**DESCRIPTION OF THE TASK**.
Transcribe the entries below exactly, starting with the line that has "ring pip: (394, 325)" and stopping after the line that has "ring tip: (148, 149)"; no pictures belong in the copy.

**DATA RECORDS**.
—————

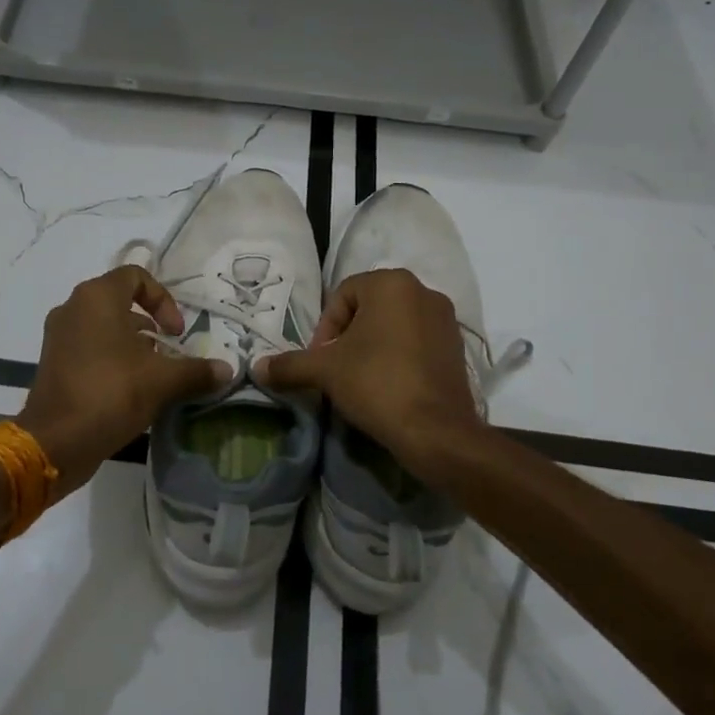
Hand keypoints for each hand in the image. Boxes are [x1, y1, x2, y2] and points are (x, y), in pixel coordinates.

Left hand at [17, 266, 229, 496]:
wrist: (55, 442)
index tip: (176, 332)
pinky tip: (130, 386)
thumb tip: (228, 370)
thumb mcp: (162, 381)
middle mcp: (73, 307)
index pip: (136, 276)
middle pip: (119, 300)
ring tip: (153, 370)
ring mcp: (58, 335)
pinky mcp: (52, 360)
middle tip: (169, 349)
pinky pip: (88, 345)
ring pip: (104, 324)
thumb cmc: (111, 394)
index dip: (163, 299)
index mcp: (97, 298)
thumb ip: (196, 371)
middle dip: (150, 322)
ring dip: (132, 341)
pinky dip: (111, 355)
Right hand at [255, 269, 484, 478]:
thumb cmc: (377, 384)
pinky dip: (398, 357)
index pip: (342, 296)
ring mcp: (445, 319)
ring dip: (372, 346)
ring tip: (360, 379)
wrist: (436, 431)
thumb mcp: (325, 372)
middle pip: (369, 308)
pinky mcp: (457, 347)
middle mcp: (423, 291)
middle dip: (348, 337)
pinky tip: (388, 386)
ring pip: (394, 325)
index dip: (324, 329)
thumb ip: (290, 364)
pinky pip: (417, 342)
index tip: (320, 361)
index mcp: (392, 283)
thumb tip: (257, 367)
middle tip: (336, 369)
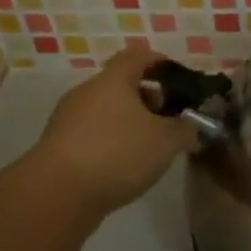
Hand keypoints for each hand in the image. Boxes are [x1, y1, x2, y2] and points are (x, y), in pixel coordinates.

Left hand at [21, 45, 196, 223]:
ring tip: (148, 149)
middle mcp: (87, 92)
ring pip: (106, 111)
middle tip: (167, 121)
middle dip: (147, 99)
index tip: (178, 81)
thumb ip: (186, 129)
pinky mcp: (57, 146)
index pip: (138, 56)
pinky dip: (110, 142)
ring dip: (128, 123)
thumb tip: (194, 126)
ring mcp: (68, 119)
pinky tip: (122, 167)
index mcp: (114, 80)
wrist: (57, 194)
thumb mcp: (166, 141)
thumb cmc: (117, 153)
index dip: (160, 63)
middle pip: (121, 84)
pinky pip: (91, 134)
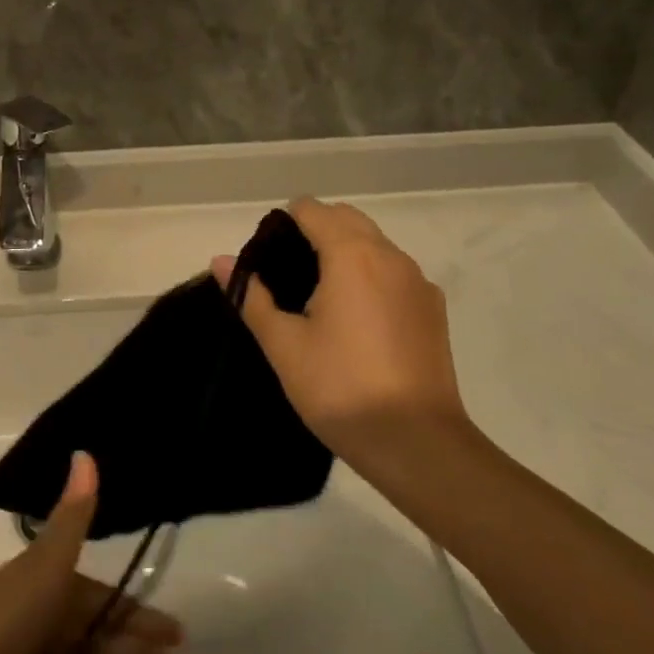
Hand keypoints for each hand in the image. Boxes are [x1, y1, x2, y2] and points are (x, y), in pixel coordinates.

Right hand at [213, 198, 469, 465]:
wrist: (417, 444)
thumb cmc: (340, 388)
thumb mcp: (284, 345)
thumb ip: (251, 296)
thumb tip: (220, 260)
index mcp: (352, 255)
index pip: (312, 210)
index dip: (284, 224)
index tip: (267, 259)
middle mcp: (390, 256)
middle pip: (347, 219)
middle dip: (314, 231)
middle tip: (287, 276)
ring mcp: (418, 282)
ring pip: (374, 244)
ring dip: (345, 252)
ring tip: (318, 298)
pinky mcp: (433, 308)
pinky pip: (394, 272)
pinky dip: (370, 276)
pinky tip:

—————

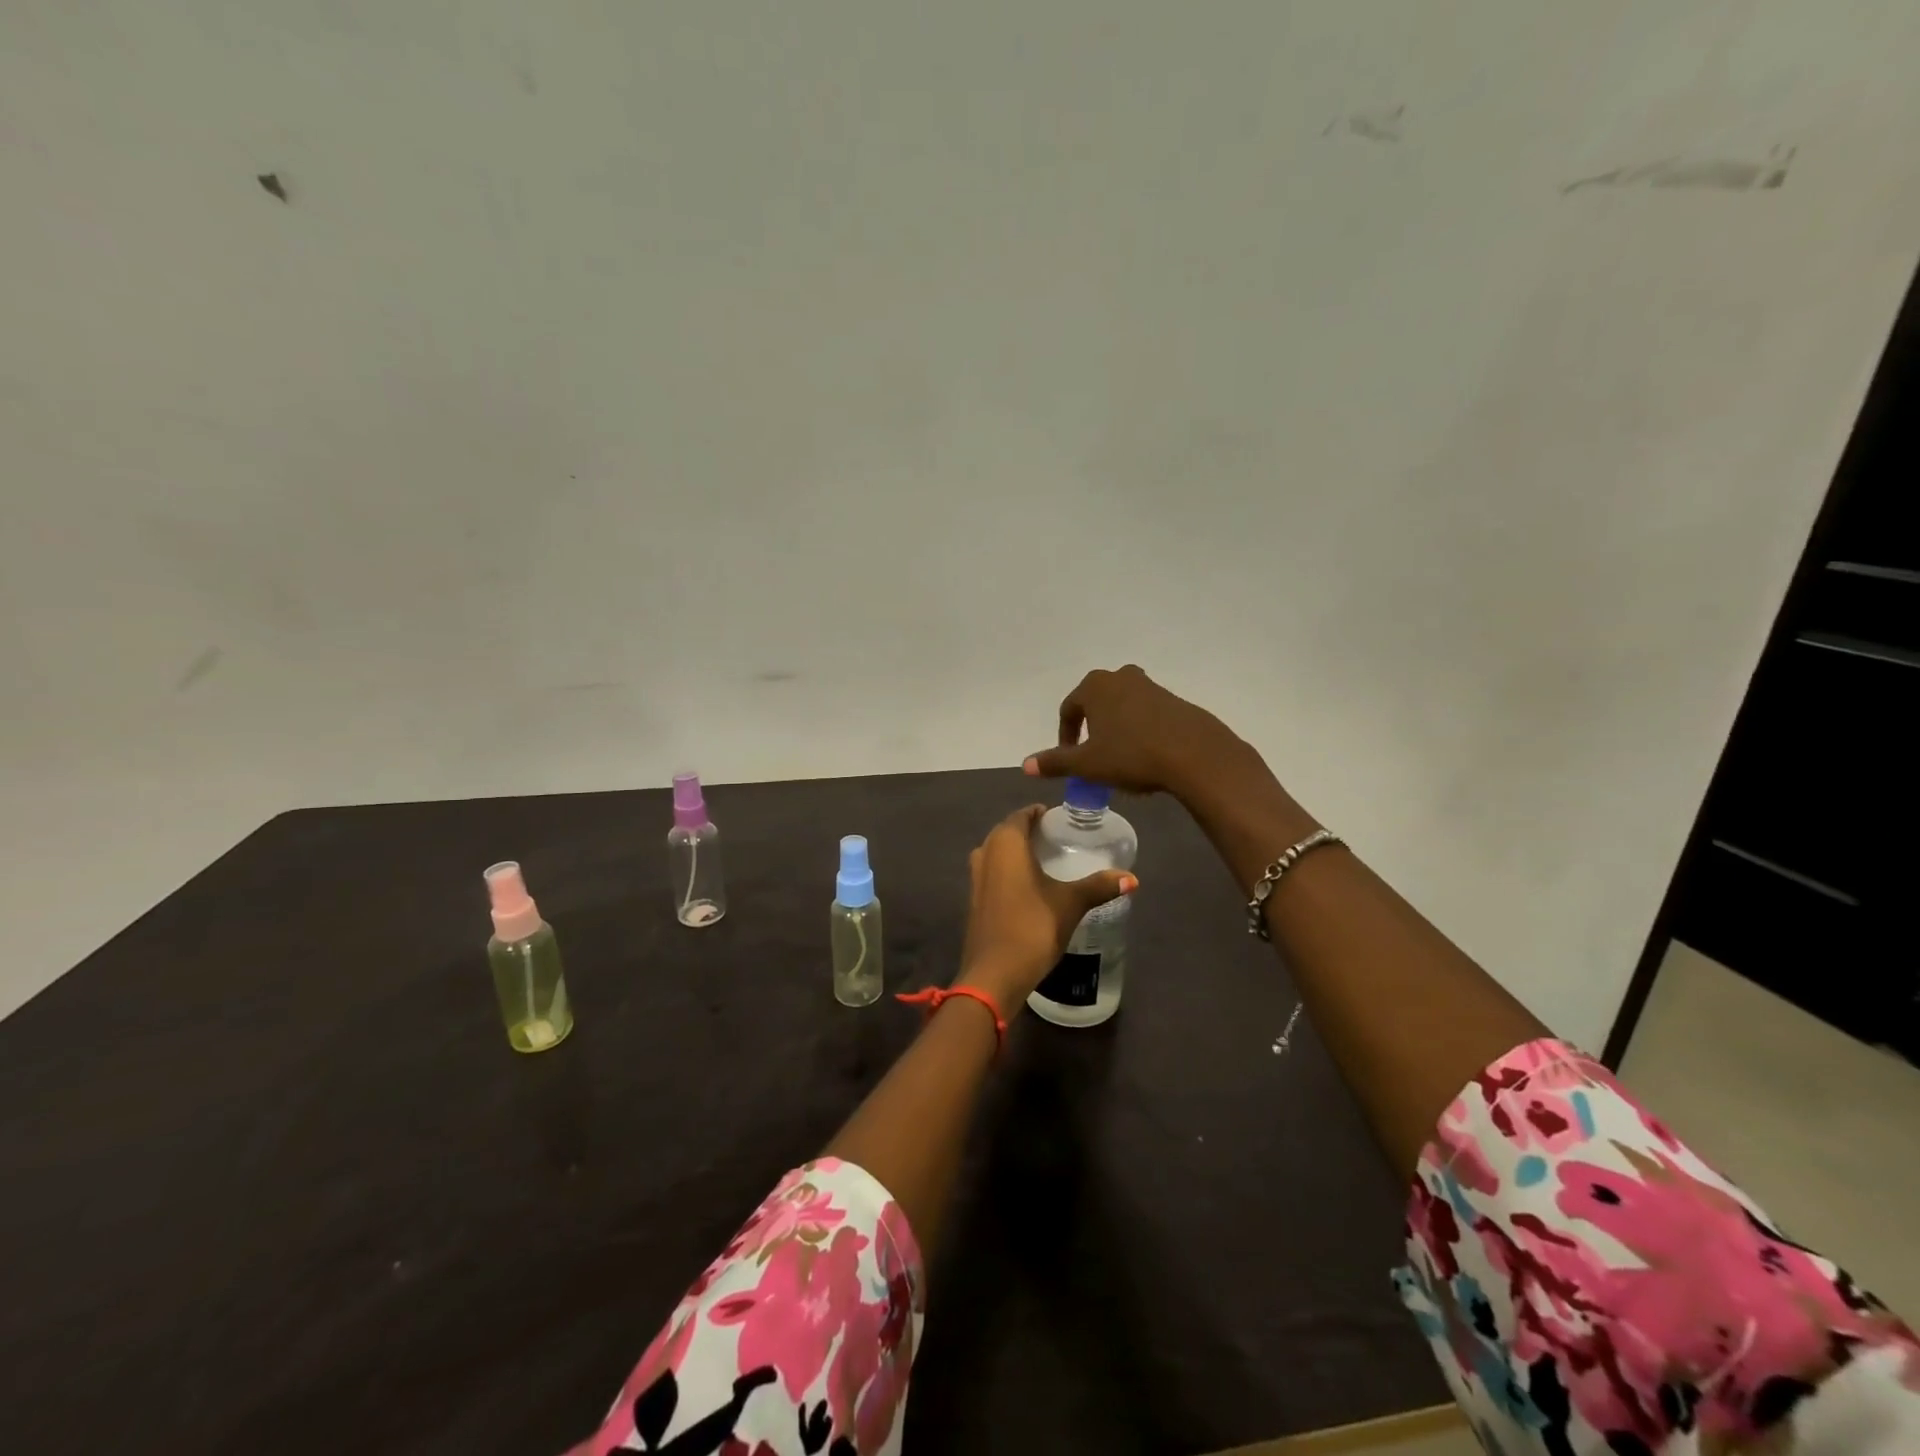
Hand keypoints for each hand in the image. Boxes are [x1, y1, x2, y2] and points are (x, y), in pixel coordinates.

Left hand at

—————

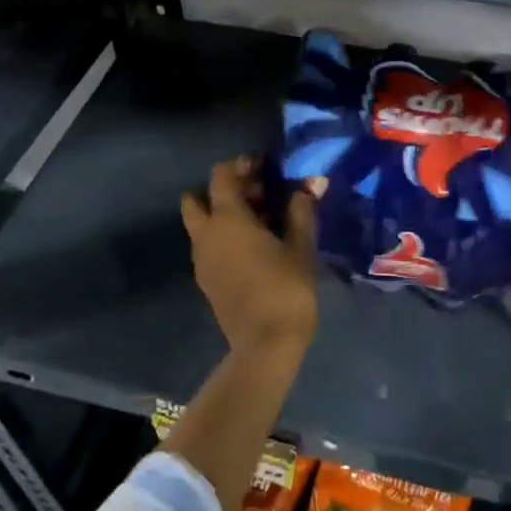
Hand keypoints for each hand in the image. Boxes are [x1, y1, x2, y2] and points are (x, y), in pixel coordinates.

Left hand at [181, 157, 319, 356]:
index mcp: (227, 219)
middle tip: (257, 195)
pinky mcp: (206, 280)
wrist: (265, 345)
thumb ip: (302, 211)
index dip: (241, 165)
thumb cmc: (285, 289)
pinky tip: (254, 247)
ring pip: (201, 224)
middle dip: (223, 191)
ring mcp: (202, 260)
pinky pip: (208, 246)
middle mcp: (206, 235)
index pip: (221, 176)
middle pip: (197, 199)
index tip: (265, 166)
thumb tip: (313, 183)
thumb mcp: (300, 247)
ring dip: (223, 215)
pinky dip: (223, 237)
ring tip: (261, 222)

—————

**FINISHED TASK**.
ring pip: (394, 325)
index dip: (324, 329)
thumb ip: (290, 364)
pinky pip: (417, 342)
index tip: (320, 361)
index mcp: (392, 283)
thumb tip: (257, 367)
middle tip: (336, 369)
Hand keypoints for each hand in the image. Boxes are [x1, y1, x2, y2] and points are (x, y), in pixel coordinates.

Left hand at [21, 45, 196, 223]:
ring tip: (148, 149)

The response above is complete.